W swoim rdzeniu, Inżynieria Systemów V jest logiczną konstrukcją. Opisuje odkrycie wymagań systemowych poprzez rozbicie systemu na mniejsze części, a następnie złożenie i walidację tych części.
Inżynierowie systemów stosują V w różnych kontekstach. Najczęściej V pojawia się w dużych organizacjach, takich jak Departament Obrony USA. Jest również popularny w instytucjach akademickich.
Te duże programy lub organizacje używają V jako części ich procesu wykonawczego najwyższego poziomu. Ogólny przepływ pracy składa się z siedmiu faz:
Proces rozpoczyna się po lewej stronie V, gdzie (1) generowane są koncepcje. Następnie, (2) wymagania dla całego systemu są definiowane, dekomponowane i alokowane. Następnie, (3) komponenty systemu są szczegółowo projektowane.
Implementacja występuje na dole V (4). W tym miejscu projektowane komponenty są tworzone zgodnie z wymaganiami z wcześniejszego etapu procesu.
Przesuwając się w górę prawej strony litery V, komponenty te są (5) integrowane razem w końcowy system. Zintegrowany system jest następnie weryfikowany, aby zapewnić, że spełnia oryginalne wymagania i walidowany, aby zapewnić, że spełnia potrzeby użytkownika (6). Wreszcie, (7) system jest dostarczany i utrzymywany.
Wyzwania V
Wykonywanie procesu V okazuje się kłopotliwe dla wielu dużych projektów – zwłaszcza tych, które zawierają oprogramowanie.
Integracja
Jednym z głównych problemów jest to, że integracja występuje zbyt późno w procesie rozwoju. Programy polegające na V czekają, aż komponenty oprogramowania będą kompletne, aby ograniczyć kosztowne ponowne prace integracyjne.
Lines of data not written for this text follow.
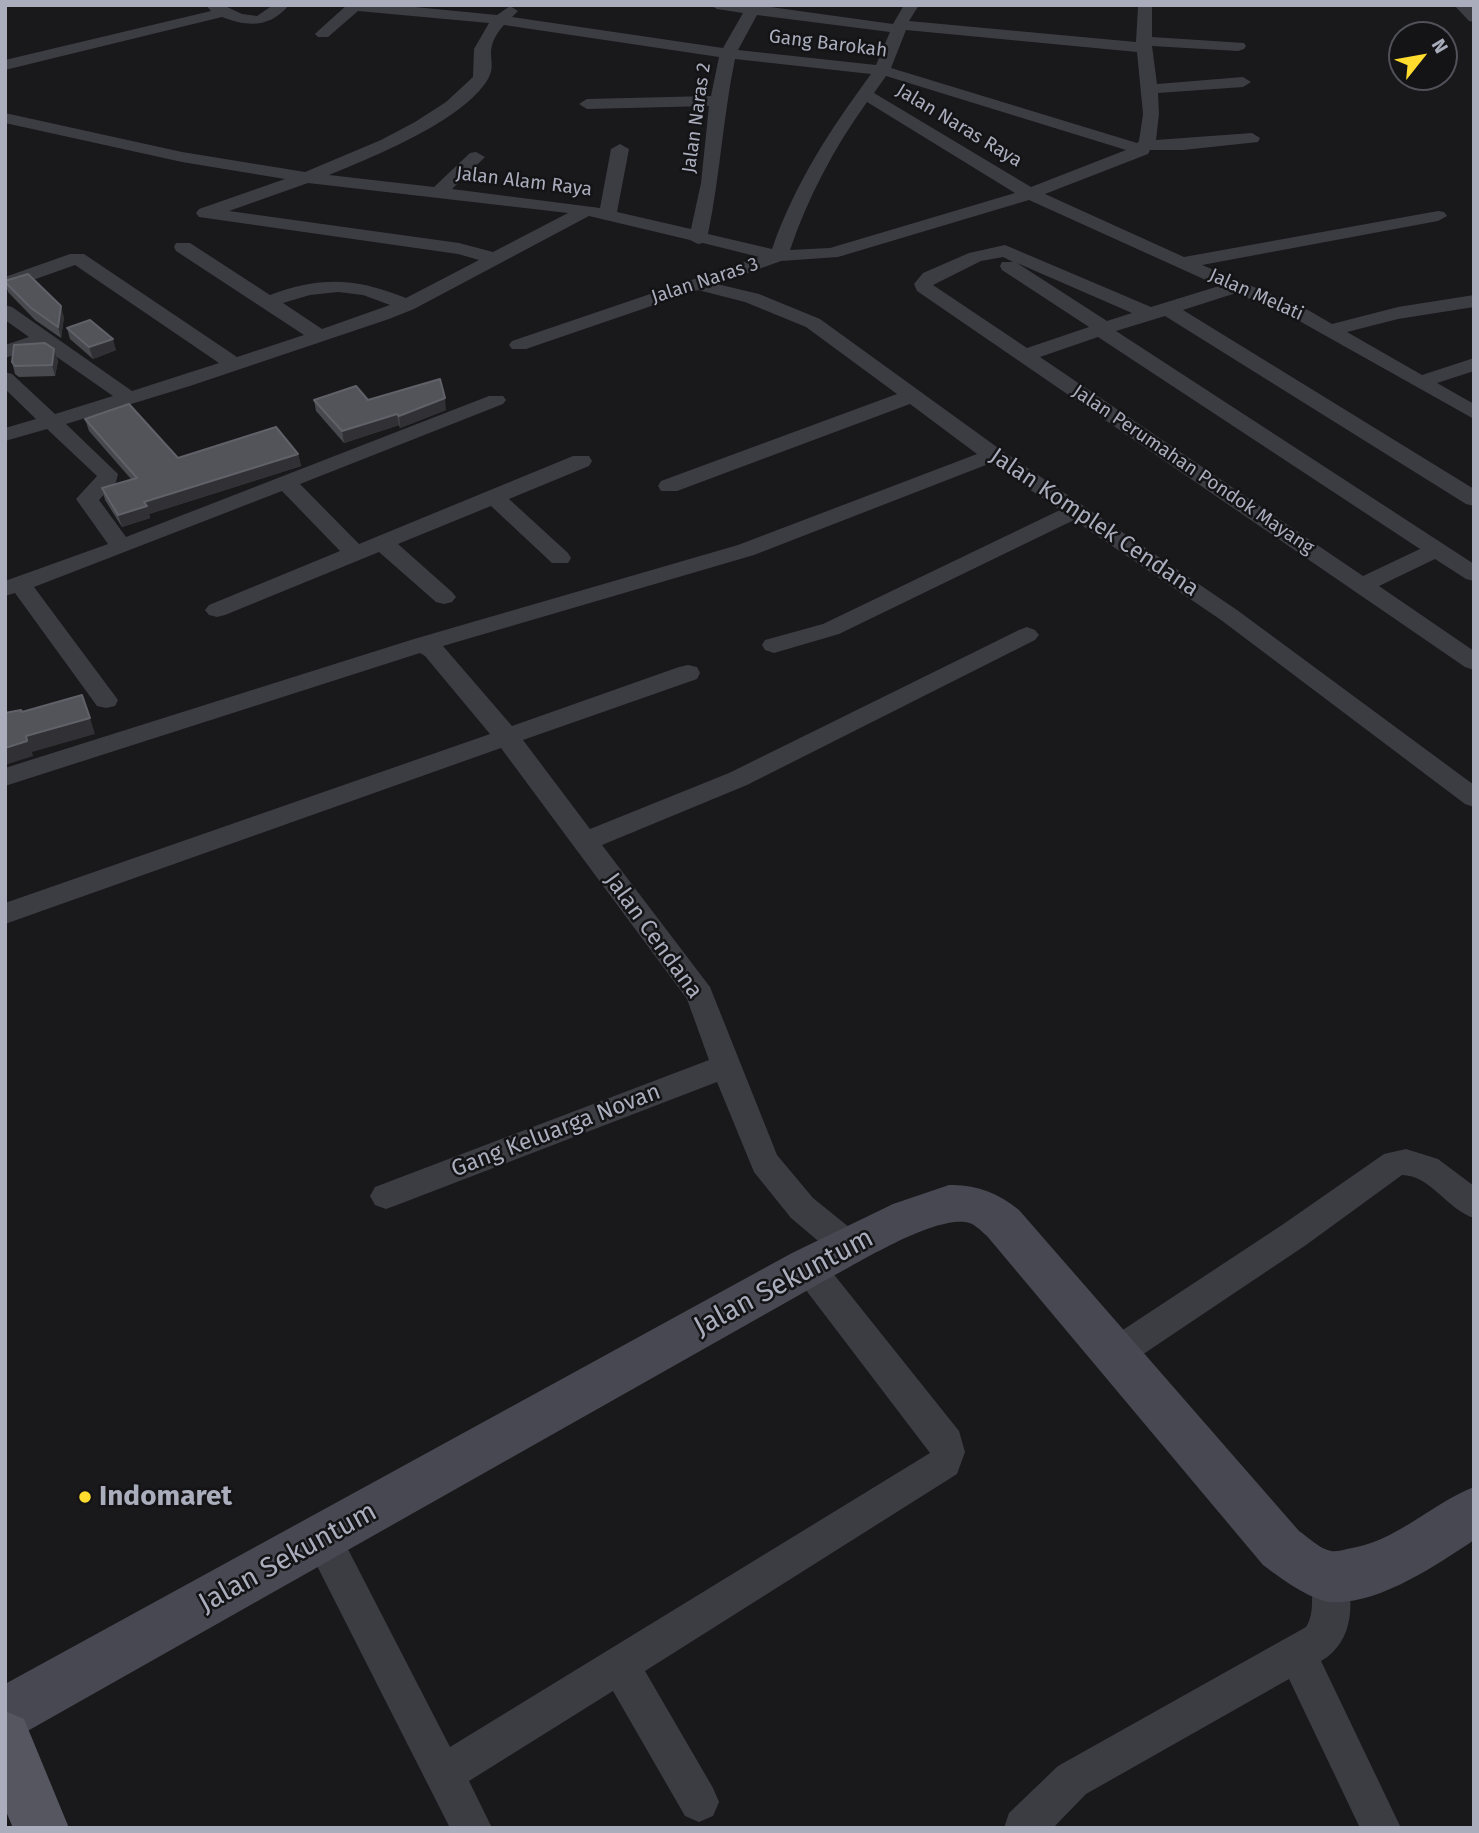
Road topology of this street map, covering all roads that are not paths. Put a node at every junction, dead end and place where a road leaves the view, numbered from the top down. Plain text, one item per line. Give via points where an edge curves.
1 (282, 5) edge
2 (516, 5) edge
3 (717, 5) edge
4 (912, 5) edge
5 (1461, 5) edge
6 (355, 6) edge
7 (1146, 7) dead end
8 (219, 9) edge
9 (753, 9) junction
10 (1474, 18) edge
11 (501, 20) junction
12 (900, 27) junction
13 (323, 34) dead end
14 (1145, 45) junction
15 (1238, 46) dead end
16 (728, 52) junction
17 (5, 65) edge
18 (881, 70) junction
19 (1243, 82) dead end
20 (1149, 89) junction
21 (866, 94) junction
22 (718, 101) junction
23 (587, 104) dead end
24 (5, 118) edge
25 (1252, 138) dead end
26 (1144, 147) junction
27 (620, 149) dead end
28 (476, 157) dead end
29 (305, 177) junction
30 (439, 192) junction
31 (1030, 194) junction
32 (587, 210) junction
33 (607, 215) junction
34 (1438, 216) dead end
35 (698, 239) junction
36 (183, 247) dead end
37 (989, 253) junction
38 (779, 256) junction
39 (495, 257) junction
40 (1183, 263) junction
41 (5, 284) edge
42 (696, 284) junction
43 (1238, 286) junction
44 (1474, 301) edge
45 (269, 302) junction
46 (407, 305) junction
47 (5, 311) edge
48 (1160, 312) junction
49 (1103, 330) junction
50 (1331, 330) junction
51 (320, 336) junction
52 (44, 338) junction
53 (519, 345) dead end
54 (5, 352) edge
55 (1025, 355) junction
56 (1474, 364) edge
57 (235, 365) junction
58 (5, 379) edge
59 (1421, 382) junction
60 (912, 396) junction
61 (129, 398) junction
62 (496, 400) dead end
63 (1474, 413) edge
64 (52, 421) junction
65 (5, 435) edge
66 (993, 455) junction
67 (581, 461) dead end
68 (285, 482) junction
69 (669, 486) dead end
70 (494, 497) junction
71 (1474, 499) edge
72 (1076, 511) junction
73 (383, 543) junction
74 (122, 547) junction
75 (1436, 550) junction
76 (356, 554) junction
77 (560, 558) dead end
78 (1474, 574) edge
79 (1362, 585) junction
80 (13, 586) edge
81 (444, 597) dead end
82 (217, 610) dead end
83 (1027, 635) dead end
84 (423, 644) junction
85 (774, 645) dead end
86 (1474, 662) edge
87 (688, 673) dead end
88 (106, 700) dead end
89 (505, 735) junction
90 (5, 777) edge
91 (1474, 798) edge
92 (583, 842) junction
93 (5, 914) edge
94 (726, 1066) junction
95 (386, 1196) dead end
96 (1474, 1205) edge
97 (828, 1257) junction
98 (1115, 1354) junction
99 (1474, 1511) edge
100 (323, 1539) junction
101 (1329, 1577) junction
102 (1298, 1655) junction
103 (620, 1665) junction
104 (5, 1714) edge
105 (5, 1738) edge
106 (443, 1774) junction
107 (699, 1802) dead end
108 (41, 1828) edge
109 (472, 1828) edge
110 (1024, 1828) edge
111 (1381, 1828) edge

1 - 8 street via 256,20
2 - 11 street
3 - 9 street
4 - 12 street, Jalan Naras 3
5 - 10 street
6 - 11 street, Gang Barokah
6 - 13 street
7 - 14 street
8 - 17 street
9 - 12 street
9 - 16 street, Jalan Naras 2
11 - 16 street, Gang Barokah
11 - 29 street via 488,34 481,51 483,76 471,90 414,131
12 - 14 street
12 - 18 street, Jalan Naras 3
14 - 15 street
14 - 20 street
16 - 18 street, Gang Barokah
16 - 22 street, Jalan Naras 2
18 - 21 street, Jalan Naras 3
18 - 26 street, Gang Barokah
19 - 20 street
20 - 26 street via 1149,135
21 - 31 street, Jalan Naras Raya
21 - 38 street, Jalan Naras 3 via 841,127 796,206
22 - 23 street
22 - 35 street, Jalan Naras 2
24 - 29 street, Jalan Alam Raya via 182,157
25 - 26 street
26 - 31 street, Jalan Alam Raya
27 - 33 street
28 - 30 street
29 - 30 street, Jalan Alam Raya
29 - 39 street via 205,213
30 - 32 street, Jalan Alam Raya
31 - 38 street, Jalan Alam Raya via 831,253
31 - 40 street, Jalan Melati
32 - 33 street, Jalan Alam Raya
32 - 39 street
33 - 35 street, Jalan Alam Raya
34 - 40 street
35 - 38 street, Jalan Alam Raya
36 - 45 street
37 - 48 street, Jalan Perumahan Pondok Mayang via 1017,254
37 - 49 street
37 - 55 street, Jalan Perumahan Pondok Mayang via 930,277 924,287
38 - 42 street, Jalan Naras 3
39 - 46 street
40 - 43 street, Jalan Melati
41 - 57 street via 77,258
42 - 53 street, Jalan Naras 3
42 - 60 street, Jalan Komplek Cendana via 752,298 813,323
43 - 48 street
43 - 50 street, Jalan Melati
44 - 50 street
45 - 46 street via 299,290 341,285 361,287
45 - 51 street
46 - 51 street
47 - 52 street
48 - 49 street
48 - 71 street, Jalan Perumahan Pondok Mayang
49 - 55 street
49 - 75 street
50 - 59 street, Jalan Melati
51 - 57 street
52 - 54 street
52 - 61 street
55 - 79 street, Jalan Perumahan Pondok Mayang
56 - 59 street
57 - 61 street
58 - 64 street
59 - 63 street, Jalan Melati
60 - 66 street, Jalan Komplek Cendana
60 - 69 street
61 - 64 street
62 - 68 street
64 - 65 street
64 - 74 street via 107,474 88,499
66 - 72 street, Jalan Komplek Cendana
66 - 84 street via 746,550
67 - 70 street
68 - 74 street
68 - 76 street
70 - 73 street
70 - 77 street
72 - 85 street via 831,629
72 - 91 street, Jalan Komplek Cendana via 1229,615
73 - 76 street
73 - 81 street
74 - 80 street
75 - 78 street
75 - 79 street
76 - 82 street
79 - 86 street, Jalan Perumahan Pondok Mayang
80 - 88 street
83 - 92 street via 738,779
84 - 89 street, Jalan Cendana
84 - 90 street
87 - 89 street
89 - 92 street, Jalan Cendana
89 - 93 street
92 - 94 street, Jalan Cendana via 700,995
94 - 95 street, Gang Keluarga Novan
94 - 97 street, Jalan Cendana via 765,1163 802,1208
96 - 98 street via 1423,1166 1405,1160 1395,1163
97 - 98 street, Jalan Sekuntum via 947,1203 976,1204 1003,1223
97 - 100 street, Jalan Sekuntum
97 - 103 street, Jalan Cendana via 946,1443 947,1459
98 - 101 street, Jalan Sekuntum via 1281,1548
99 - 101 street via 1410,1553 1370,1571
100 - 104 street, Jalan Sekuntum
100 - 106 street
101 - 102 street via 1332,1620 1320,1641
102 - 110 street via 1072,1780
102 - 111 street
103 - 106 street
103 - 107 street
105 - 108 main road
106 - 109 street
Ręczna integracja komponentów oprogramowania zajmuje ogromną ilość czasu. Rzeczywistość, o której wszyscy wiemy, że jest prawdziwa, jest taka, że oprogramowanie nigdy nie jest skończone. Czynności integracyjne pozostawione na koniec są wykonywane w pośpiechu, aby sprostać harmonogramowi programu.
W V, zintegrowane komponenty zazwyczaj spełniają wymagania funkcjonalne, ale często nie są bezpieczne, pewne lub poprawne.
Weryfikacja &Walidacja
Czekanie, aż system zostanie całkowicie zintegrowany, aby przeprowadzić weryfikację i walidację (V&V) potęguje ten problem. Wdrażanie poprawek powoduje falowanie w całym systemie, co sprawia, że rozwiązywanie problemów, które pojawiają się podczas V&V, jest trudne i kosztowne.
Programy często wprowadzają poprawki „na poziomie systemu” zamiast rozwiązywać źródło problemu – jest to podejście typu „band-aid”. Ryzyko związane z oprogramowaniem jest często ograniczane przez praktyki takie jak zapory na poziomie systemu i oprogramowanie antywirusowe, zamiast rozwiązywania go w kodzie.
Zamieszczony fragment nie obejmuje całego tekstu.